The Agape Foundation Fund for Nonviolent Social Change was a non-profit, public foundation which funded "nonviolent social change organizations committed to peace and justice issues." In 2010, the foundation merged with the Peace Development Fund.

History 
Agape Foundation was established in 1969 in Palo Alto, California to finance the activities of organizations opposed to the Vietnam War.

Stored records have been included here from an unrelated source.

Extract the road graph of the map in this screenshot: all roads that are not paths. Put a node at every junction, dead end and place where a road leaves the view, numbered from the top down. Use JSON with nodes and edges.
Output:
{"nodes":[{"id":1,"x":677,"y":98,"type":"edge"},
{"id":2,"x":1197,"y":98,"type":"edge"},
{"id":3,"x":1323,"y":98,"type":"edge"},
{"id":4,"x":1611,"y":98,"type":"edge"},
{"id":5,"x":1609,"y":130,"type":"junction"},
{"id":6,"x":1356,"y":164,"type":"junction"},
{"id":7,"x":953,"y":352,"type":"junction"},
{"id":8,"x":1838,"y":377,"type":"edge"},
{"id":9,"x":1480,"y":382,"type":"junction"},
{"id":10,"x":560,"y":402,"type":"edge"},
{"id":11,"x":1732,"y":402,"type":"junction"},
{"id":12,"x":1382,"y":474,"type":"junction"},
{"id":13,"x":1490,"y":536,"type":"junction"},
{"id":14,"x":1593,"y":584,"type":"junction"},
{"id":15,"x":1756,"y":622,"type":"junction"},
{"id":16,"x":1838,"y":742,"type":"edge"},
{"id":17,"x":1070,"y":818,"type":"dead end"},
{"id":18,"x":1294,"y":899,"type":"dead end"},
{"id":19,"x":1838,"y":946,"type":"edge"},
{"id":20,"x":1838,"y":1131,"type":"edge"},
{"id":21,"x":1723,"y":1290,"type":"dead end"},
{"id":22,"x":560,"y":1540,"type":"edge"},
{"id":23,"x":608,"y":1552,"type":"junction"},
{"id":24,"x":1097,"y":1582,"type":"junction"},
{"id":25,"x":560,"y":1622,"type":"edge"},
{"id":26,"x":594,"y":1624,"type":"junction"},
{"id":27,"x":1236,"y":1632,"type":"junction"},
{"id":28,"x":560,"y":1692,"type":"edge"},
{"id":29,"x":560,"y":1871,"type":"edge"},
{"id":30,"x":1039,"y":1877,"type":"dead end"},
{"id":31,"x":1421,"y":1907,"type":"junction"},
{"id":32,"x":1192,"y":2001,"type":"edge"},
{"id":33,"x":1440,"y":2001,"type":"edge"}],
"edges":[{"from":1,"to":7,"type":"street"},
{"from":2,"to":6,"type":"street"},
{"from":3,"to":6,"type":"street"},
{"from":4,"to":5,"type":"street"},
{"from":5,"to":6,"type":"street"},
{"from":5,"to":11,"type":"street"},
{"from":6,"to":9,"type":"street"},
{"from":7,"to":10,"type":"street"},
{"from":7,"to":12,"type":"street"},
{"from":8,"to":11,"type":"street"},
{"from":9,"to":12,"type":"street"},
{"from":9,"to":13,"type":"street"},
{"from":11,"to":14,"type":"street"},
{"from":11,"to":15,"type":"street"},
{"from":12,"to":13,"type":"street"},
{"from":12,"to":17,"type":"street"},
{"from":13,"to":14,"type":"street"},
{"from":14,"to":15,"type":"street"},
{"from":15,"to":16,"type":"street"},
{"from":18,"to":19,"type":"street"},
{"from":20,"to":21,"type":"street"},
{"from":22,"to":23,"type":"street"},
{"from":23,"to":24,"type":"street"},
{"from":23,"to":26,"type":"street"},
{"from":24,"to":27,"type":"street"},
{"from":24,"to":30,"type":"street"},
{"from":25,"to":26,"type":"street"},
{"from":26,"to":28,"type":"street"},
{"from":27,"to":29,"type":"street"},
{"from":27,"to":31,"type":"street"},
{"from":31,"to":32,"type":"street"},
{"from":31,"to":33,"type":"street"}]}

Its name, "Agape," was taken from the Greek word meaning "the unselfish love of one person for another." The foundation characterized its founders as "[p]acifists, World War II conscientious objectors, and anti-Vietnam War activists" who sought "to build a movement that seriously challenged the Pentagon and the American culture of violence."

The foundation merged in 2010 with the Peace Development Fund.

Grantmaking 
Agape focused its grantmaking primarily on grassroots organizations in the Western United States. The foundation generally did not make grants exceeding $2,000.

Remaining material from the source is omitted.